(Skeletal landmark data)
══════════

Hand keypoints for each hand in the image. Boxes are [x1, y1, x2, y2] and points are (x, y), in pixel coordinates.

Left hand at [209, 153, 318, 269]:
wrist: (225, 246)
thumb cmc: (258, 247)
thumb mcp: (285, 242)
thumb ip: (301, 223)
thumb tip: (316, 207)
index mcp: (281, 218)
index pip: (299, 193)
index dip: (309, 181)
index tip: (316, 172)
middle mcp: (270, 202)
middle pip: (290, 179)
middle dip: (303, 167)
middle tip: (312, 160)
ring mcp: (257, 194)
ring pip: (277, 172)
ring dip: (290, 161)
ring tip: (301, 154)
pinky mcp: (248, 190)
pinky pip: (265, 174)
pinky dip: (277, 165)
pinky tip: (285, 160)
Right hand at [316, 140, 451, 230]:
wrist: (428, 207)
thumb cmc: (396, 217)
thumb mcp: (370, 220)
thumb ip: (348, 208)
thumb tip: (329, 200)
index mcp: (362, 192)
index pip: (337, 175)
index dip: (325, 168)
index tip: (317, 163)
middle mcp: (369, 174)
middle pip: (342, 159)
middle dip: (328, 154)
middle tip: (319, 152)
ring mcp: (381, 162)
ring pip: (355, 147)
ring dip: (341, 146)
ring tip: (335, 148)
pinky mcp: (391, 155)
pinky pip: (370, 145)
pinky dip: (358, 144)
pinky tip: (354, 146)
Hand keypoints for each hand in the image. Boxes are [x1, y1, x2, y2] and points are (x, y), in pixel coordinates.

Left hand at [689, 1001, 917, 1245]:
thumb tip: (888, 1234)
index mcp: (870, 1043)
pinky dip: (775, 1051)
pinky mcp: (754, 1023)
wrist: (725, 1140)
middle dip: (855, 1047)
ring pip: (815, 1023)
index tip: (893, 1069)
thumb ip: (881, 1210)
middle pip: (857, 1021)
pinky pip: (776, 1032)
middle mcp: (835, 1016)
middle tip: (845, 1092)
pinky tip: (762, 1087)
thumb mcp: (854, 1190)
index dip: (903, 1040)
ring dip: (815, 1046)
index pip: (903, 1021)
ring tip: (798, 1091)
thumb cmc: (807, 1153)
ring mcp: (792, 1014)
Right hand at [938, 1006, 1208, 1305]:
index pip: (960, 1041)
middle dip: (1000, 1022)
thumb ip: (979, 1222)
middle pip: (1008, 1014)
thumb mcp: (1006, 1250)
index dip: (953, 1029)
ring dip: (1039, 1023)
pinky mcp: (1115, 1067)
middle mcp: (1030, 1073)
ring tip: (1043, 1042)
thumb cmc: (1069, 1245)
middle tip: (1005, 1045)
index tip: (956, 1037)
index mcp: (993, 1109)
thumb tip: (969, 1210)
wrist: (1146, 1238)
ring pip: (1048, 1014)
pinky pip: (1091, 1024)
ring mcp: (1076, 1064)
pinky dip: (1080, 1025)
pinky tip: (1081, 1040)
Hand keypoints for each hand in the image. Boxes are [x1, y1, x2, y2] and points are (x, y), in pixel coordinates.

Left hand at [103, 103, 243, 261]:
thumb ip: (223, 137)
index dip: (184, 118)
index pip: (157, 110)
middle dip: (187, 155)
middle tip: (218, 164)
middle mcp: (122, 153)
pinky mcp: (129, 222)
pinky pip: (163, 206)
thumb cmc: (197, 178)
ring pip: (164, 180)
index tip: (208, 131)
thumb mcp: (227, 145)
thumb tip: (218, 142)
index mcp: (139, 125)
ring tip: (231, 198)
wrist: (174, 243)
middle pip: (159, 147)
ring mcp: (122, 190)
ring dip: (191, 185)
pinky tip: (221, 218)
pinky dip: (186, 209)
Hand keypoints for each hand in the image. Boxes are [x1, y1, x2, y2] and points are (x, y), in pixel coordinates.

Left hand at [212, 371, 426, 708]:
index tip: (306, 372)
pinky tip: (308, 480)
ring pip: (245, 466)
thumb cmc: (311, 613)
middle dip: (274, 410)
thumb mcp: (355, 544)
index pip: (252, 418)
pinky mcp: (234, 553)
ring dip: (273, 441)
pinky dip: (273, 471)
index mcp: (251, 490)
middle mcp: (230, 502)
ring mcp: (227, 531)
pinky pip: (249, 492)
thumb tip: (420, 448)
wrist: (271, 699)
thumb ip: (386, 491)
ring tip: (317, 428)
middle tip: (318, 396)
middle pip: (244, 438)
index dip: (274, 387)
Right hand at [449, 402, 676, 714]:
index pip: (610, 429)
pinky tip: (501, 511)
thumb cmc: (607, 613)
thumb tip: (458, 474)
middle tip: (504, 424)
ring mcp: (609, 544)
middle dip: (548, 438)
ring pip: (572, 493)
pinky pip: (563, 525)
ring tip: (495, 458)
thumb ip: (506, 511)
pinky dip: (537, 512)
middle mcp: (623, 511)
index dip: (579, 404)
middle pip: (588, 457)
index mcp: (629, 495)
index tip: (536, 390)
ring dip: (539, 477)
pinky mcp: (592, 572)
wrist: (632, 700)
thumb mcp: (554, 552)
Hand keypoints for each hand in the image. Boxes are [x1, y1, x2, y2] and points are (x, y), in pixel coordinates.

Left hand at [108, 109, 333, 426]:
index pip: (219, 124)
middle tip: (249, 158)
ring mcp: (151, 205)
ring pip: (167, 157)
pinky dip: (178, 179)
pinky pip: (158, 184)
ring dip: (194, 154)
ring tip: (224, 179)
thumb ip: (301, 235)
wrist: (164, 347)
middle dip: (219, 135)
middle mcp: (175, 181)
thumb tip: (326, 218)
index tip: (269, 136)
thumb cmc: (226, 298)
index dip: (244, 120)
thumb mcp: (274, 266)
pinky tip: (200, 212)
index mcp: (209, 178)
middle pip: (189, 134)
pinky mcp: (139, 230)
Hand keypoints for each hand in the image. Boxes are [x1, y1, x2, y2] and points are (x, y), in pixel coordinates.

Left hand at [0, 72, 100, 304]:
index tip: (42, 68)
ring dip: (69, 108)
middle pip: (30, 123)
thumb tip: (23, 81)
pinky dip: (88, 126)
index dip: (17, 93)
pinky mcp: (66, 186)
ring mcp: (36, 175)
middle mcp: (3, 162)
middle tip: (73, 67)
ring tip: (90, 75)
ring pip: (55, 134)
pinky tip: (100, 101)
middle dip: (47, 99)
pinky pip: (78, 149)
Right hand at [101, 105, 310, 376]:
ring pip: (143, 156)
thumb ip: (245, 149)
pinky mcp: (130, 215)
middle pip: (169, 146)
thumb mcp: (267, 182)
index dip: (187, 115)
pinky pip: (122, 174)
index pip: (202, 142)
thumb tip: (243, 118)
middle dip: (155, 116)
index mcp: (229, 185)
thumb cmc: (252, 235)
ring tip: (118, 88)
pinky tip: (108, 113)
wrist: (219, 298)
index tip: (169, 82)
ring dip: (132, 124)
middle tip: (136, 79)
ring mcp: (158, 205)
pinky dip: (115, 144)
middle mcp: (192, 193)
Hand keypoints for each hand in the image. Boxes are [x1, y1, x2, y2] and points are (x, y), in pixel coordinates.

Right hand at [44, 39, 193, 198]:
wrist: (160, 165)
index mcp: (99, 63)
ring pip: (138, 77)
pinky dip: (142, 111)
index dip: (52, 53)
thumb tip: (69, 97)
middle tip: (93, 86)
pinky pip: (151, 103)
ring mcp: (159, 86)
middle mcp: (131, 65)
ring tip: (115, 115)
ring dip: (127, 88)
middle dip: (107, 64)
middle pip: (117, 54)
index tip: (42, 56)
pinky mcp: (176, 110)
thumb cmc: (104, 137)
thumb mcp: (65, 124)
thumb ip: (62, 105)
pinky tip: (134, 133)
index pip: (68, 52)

══════════

→ **WHAT TO DO**
Starting at the line that contains "middle mcp: (131, 65)", write out every line through the last one in the data above, exactly as it stands.

→ **THE COMPLETED TASK**
middle mcp: (131, 65)
ring tip: (115, 115)
ring dip: (127, 88)
middle dip: (107, 64)
middle pip: (117, 54)
index tip: (42, 56)
pinky mcp: (176, 110)
thumb cmc: (104, 137)
thumb mcp: (65, 124)
thumb ip: (62, 105)
pinky tip: (134, 133)
index pip: (68, 52)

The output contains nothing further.